[Collected data]
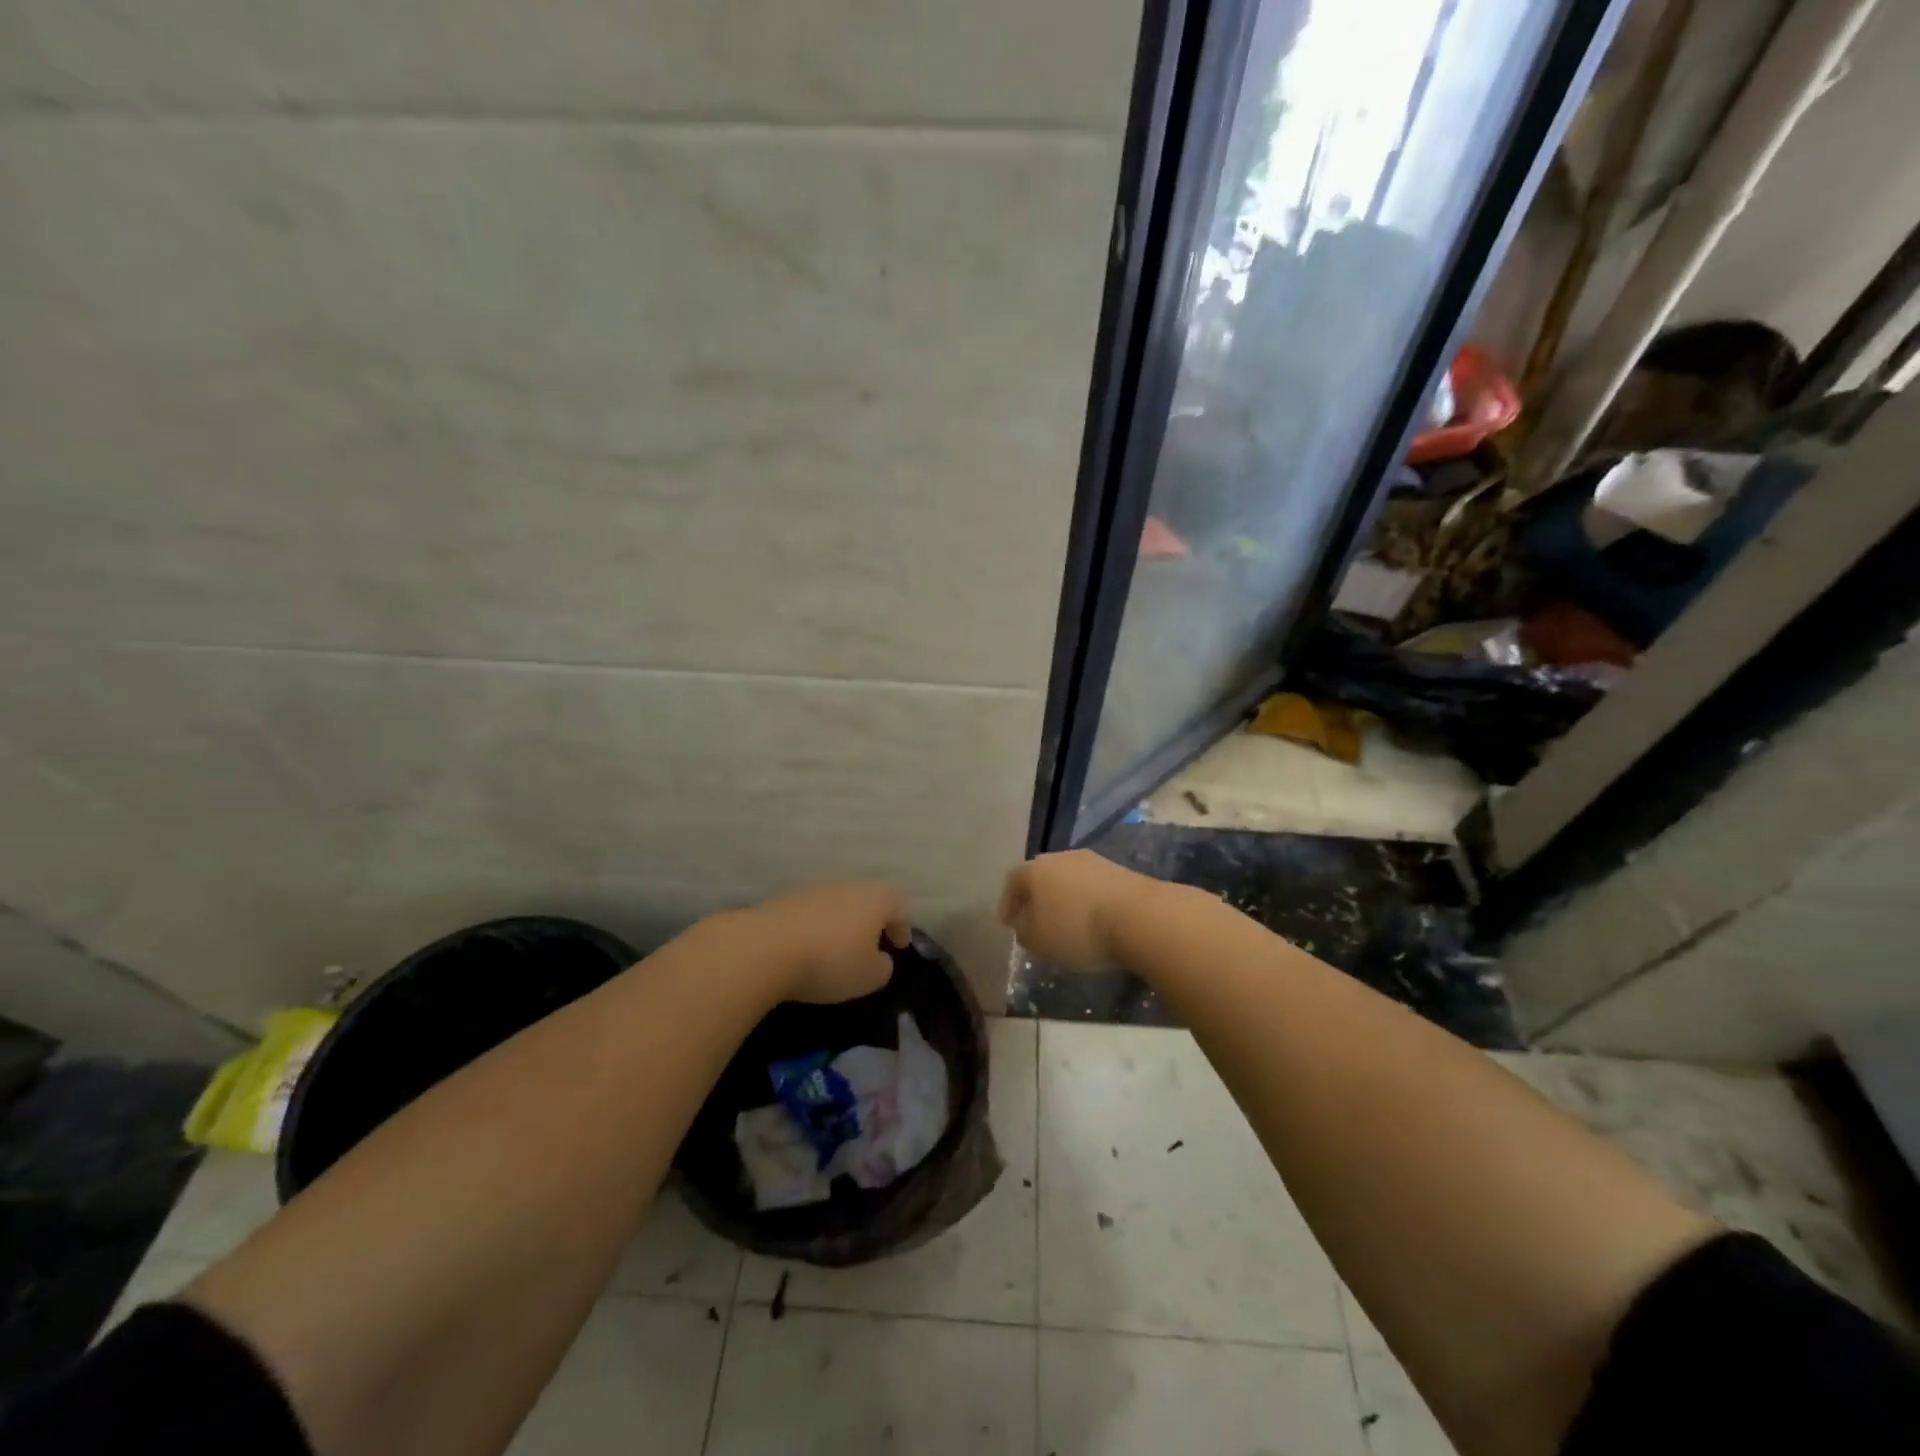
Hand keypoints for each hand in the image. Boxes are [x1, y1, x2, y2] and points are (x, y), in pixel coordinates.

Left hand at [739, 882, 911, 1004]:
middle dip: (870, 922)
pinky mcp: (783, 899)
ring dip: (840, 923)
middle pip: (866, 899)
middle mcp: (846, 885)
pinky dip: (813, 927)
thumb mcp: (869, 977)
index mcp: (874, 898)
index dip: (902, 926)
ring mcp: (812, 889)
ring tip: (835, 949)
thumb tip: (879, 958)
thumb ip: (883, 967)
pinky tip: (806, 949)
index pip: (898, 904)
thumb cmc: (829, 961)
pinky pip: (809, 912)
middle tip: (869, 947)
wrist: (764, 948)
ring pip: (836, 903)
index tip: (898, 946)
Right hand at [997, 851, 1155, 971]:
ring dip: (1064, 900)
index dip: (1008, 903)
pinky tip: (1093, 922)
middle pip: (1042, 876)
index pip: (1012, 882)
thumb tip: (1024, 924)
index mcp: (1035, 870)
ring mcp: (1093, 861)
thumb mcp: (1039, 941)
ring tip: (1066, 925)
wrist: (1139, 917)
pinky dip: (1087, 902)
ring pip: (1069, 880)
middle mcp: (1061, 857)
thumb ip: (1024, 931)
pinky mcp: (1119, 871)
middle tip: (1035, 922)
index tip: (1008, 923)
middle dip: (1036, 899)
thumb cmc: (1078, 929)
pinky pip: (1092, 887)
---
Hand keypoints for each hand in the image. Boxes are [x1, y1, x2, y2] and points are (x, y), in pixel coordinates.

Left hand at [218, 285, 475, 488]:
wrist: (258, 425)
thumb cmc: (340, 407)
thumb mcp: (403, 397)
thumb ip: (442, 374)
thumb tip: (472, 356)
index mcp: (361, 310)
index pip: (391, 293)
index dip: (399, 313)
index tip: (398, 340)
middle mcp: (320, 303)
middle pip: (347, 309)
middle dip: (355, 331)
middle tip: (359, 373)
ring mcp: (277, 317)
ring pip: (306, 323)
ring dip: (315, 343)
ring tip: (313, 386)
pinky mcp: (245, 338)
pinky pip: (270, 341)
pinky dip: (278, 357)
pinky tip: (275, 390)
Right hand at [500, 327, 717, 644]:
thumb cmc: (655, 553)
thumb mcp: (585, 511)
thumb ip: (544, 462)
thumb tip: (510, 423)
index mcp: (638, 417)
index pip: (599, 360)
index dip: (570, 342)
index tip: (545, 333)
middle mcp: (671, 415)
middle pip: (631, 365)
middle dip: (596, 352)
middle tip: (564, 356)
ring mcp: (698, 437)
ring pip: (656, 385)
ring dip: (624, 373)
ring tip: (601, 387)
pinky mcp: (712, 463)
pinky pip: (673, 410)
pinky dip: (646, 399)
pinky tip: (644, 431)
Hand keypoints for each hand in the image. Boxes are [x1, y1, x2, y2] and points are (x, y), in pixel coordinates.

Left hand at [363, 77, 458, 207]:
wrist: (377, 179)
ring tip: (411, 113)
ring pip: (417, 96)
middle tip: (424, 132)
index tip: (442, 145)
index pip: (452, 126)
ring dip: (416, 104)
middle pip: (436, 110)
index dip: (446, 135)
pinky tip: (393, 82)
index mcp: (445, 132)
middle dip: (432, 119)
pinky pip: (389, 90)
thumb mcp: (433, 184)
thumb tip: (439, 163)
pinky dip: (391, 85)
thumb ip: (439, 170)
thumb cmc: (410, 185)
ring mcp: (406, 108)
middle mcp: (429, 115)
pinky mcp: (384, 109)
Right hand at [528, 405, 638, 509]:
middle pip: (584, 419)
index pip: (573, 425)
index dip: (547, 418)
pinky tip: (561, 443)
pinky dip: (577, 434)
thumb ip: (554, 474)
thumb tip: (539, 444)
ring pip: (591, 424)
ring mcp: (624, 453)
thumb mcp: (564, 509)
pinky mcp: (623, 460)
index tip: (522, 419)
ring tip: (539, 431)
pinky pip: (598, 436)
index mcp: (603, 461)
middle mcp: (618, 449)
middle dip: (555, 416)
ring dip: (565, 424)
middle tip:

▸ Goal of the exercise:
Transcribe the records above from the line holding "ring tip: (1066, 925)" down to the line holding "pinky pip: (1092, 887)", inclusive, without adding anything.

▸ Task result:
ring tip: (1066, 925)
wrist: (1139, 917)
pinky dip: (1087, 902)
ring pip: (1069, 880)
middle mcp: (1061, 857)
thumb ip: (1024, 931)
pinky mcp: (1119, 871)
middle tip: (1035, 922)
index tip: (1008, 923)
middle dip: (1036, 899)
thumb cmc: (1078, 929)
pinky pip: (1092, 887)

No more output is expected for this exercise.